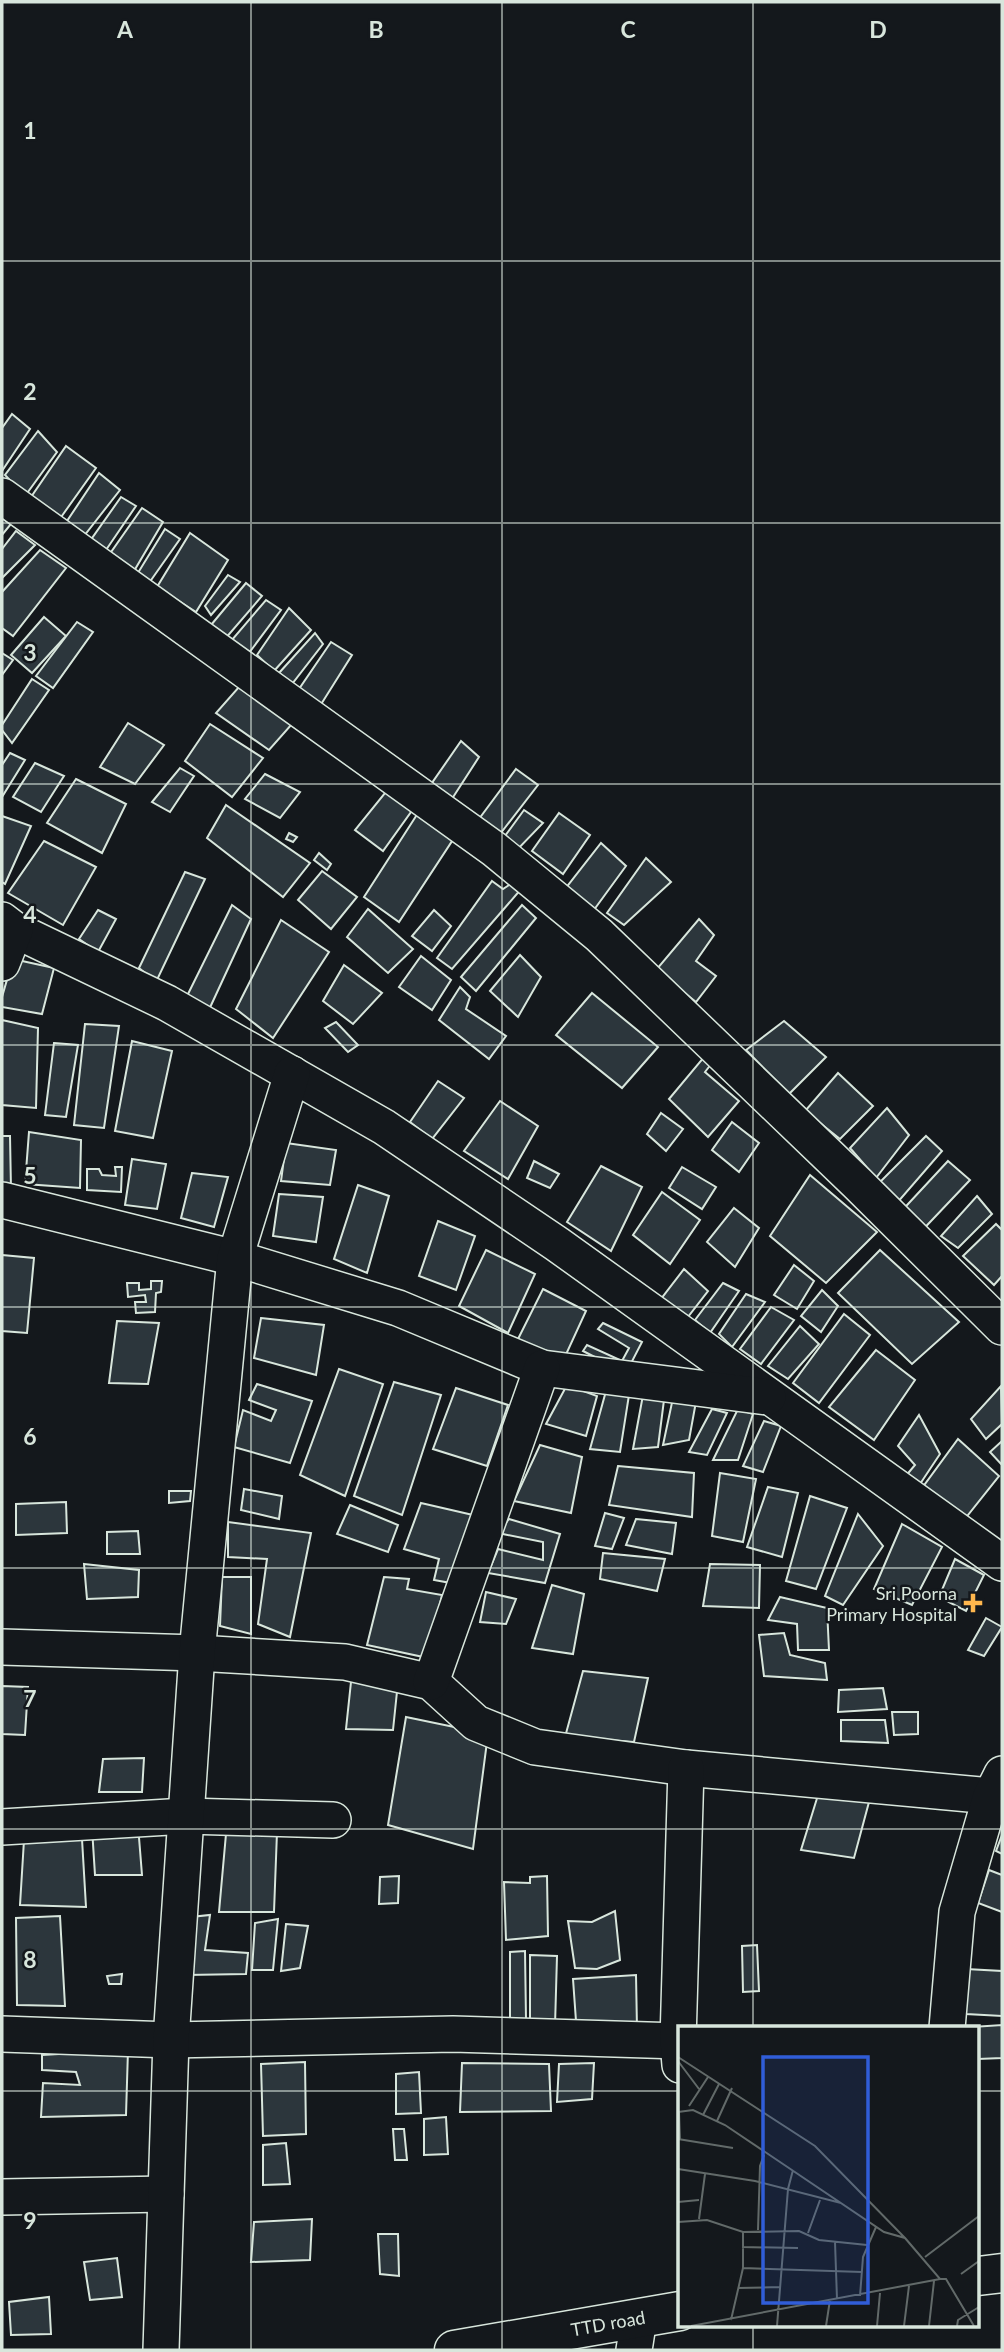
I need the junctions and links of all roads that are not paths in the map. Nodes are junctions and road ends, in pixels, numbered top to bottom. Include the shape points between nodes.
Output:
1 (2, 496) edge
2 (8, 925) edge
3 (2, 963) edge
4 (292, 1074) junction
5 (2, 1200) edge
6 (235, 1258) junction
7 (1002, 1327) edge
8 (542, 1368) junction
9 (771, 1398) junction
10 (1002, 1563) edge
11 (2, 1647) edge
12 (197, 1653) junction
13 (431, 1682) junction
14 (686, 1768) junction
15 (996, 1785) edge
16 (186, 1816) junction
17 (333, 1820) dead end
18 (2, 1827) edge
19 (680, 2026) edge
20 (947, 2026) edge
21 (2, 2034) edge
22 (171, 2040) junction
23 (678, 2049) edge
24 (166, 2194) junction
25 (2, 2197) edge
26 (1002, 2273) edge
27 (979, 2276) edge
28 (678, 2312) edge
29 (637, 2334) edge
30 (161, 2350) edge
31 (454, 2350) edge

1 - 7 street via 494,849 599,935
2 - 3 street
2 - 4 street via 167,1003
4 - 6 street
4 - 9 street via 384,1127 557,1244
5 - 6 street
6 - 8 street via 398,1308
6 - 12 street
8 - 9 street
8 - 13 street
9 - 10 street
11 - 12 street
12 - 13 street via 345,1662
12 - 16 street
13 - 14 street via 477,1723 535,1747
14 - 15 street
14 - 19 street
15 - 20 street via 957,1912
16 - 17 street
16 - 18 street
16 - 22 street
21 - 22 street
22 - 23 street via 453,2034
22 - 24 street
24 - 25 street
24 - 30 street
26 - 27 street
28 - 29 street, TTD road
29 - 31 street, TTD road

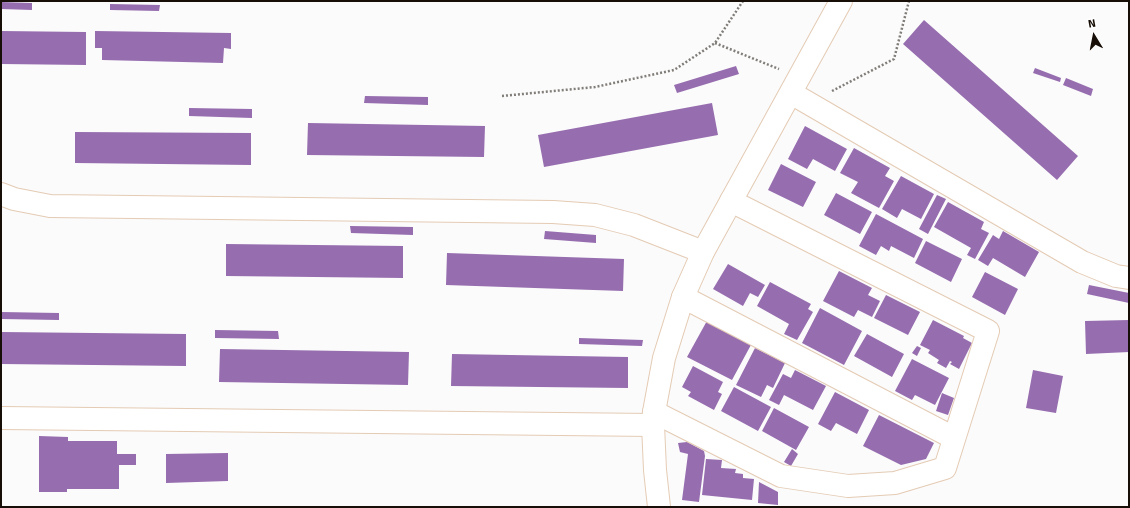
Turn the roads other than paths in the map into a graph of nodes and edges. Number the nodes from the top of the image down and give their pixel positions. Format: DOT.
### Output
graph roads {
  1 [pos="841,1"];
  2 [pos="800,91"];
  3 [pos="1,194"];
  4 [pos="731,201"];
  5 [pos="703,252"];
  6 [pos="1129,278"];
  7 [pos="683,297"];
  8 [pos="1,418"];
  9 [pos="653,418"];
  10 [pos="954,438"];
  11 [pos="659,507"];
  1 -- 2 [label="street"];
  2 -- 4 [label="street"];
  2 -- 6 [label="street"];
  3 -- 5 [label="street"];
  4 -- 5 [label="street"];
  4 -- 10 [label="street"];
  5 -- 7 [label="street"];
  7 -- 9 [label="street"];
  7 -- 10 [label="street"];
  8 -- 9 [label="street"];
  9 -- 10 [label="street"];
  9 -- 11 [label="street"];
}
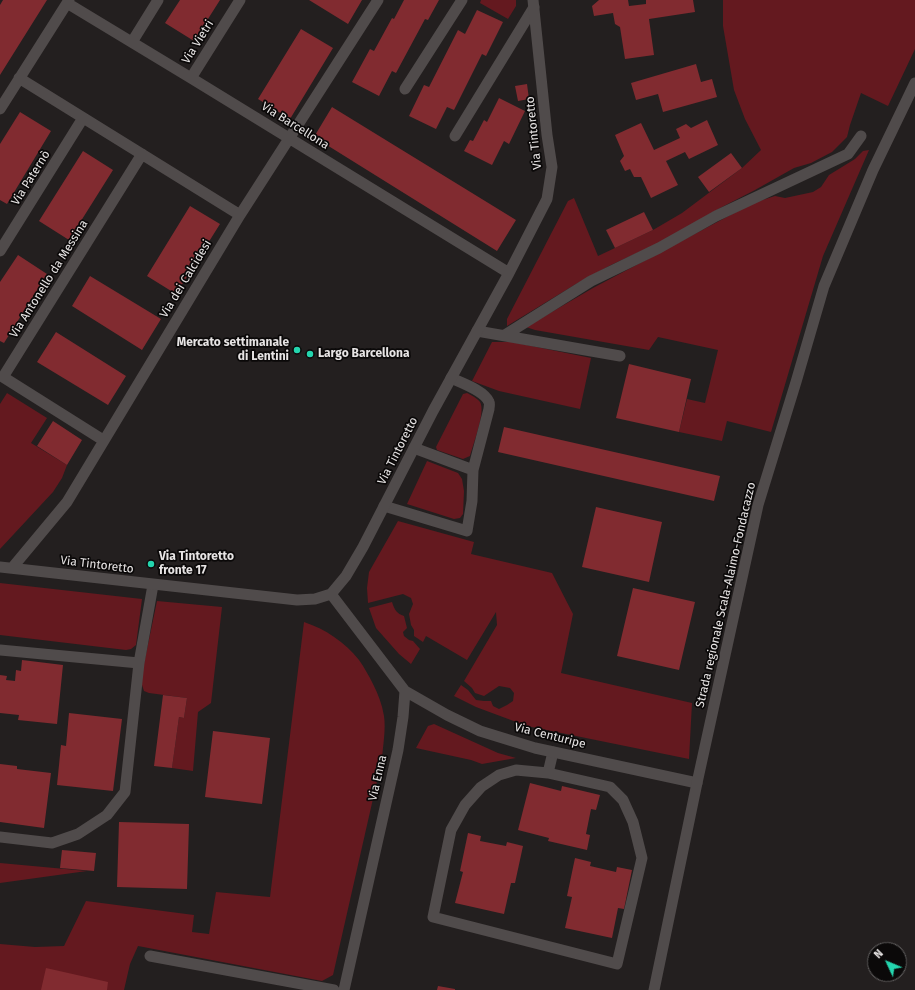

= = = = = = =

TASK BRIEF. Each record, word for word, should be printed again without its pictures.

RESULT FOR THIS TASK.
I need the junctions and links of all roads that are not paths in the map. Nodes are junctions and road ends, in pixels, numbered top to bottom. Include the shape points between nodes.
Output:
1 (2, 496) edge
2 (8, 925) edge
3 (2, 963) edge
4 (292, 1074) junction
5 (2, 1200) edge
6 (235, 1258) junction
7 (1002, 1327) edge
8 (542, 1368) junction
9 (771, 1398) junction
10 (1002, 1563) edge
11 (2, 1647) edge
12 (197, 1653) junction
13 (431, 1682) junction
14 (686, 1768) junction
15 (996, 1785) edge
16 (186, 1816) junction
17 (333, 1820) dead end
18 (2, 1827) edge
19 (680, 2026) edge
20 (947, 2026) edge
21 (2, 2034) edge
22 (171, 2040) junction
23 (678, 2049) edge
24 (166, 2194) junction
25 (2, 2197) edge
26 (1002, 2273) edge
27 (979, 2276) edge
28 (678, 2312) edge
29 (637, 2334) edge
30 (161, 2350) edge
31 (454, 2350) edge

1 - 7 street via 494,849 599,935
2 - 3 street
2 - 4 street via 167,1003
4 - 6 street
4 - 9 street via 384,1127 557,1244
5 - 6 street
6 - 8 street via 398,1308
6 - 12 street
8 - 9 street
8 - 13 street
9 - 10 street
11 - 12 street
12 - 13 street via 345,1662
12 - 16 street
13 - 14 street via 477,1723 535,1747
14 - 15 street
14 - 19 street
15 - 20 street via 957,1912
16 - 17 street
16 - 18 street
16 - 22 street
21 - 22 street
22 - 23 street via 453,2034
22 - 24 street
24 - 25 street
24 - 30 street
26 - 27 street
28 - 29 street, TTD road
29 - 31 street, TTD road

Turn the roads other than paths in the map into a graph of nodes and edges. Number the nodes from the top of the image down and give their pixel positions. Format: DOT.
### Output
graph roads {
  1 [pos="841,1"];
  2 [pos="800,91"];
  3 [pos="1,194"];
  4 [pos="731,201"];
  5 [pos="703,252"];
  6 [pos="1129,278"];
  7 [pos="683,297"];
  8 [pos="1,418"];
  9 [pos="653,418"];
  10 [pos="954,438"];
  11 [pos="659,507"];
  1 -- 2 [label="street"];
  2 -- 4 [label="street"];
  2 -- 6 [label="street"];
  3 -- 5 [label="street"];
  4 -- 5 [label="street"];
  4 -- 10 [label="street"];
  5 -- 7 [label="street"];
  7 -- 9 [label="street"];
  7 -- 10 [label="street"];
  8 -- 9 [label="street"];
  9 -- 10 [label="street"];
  9 -- 11 [label="street"];
}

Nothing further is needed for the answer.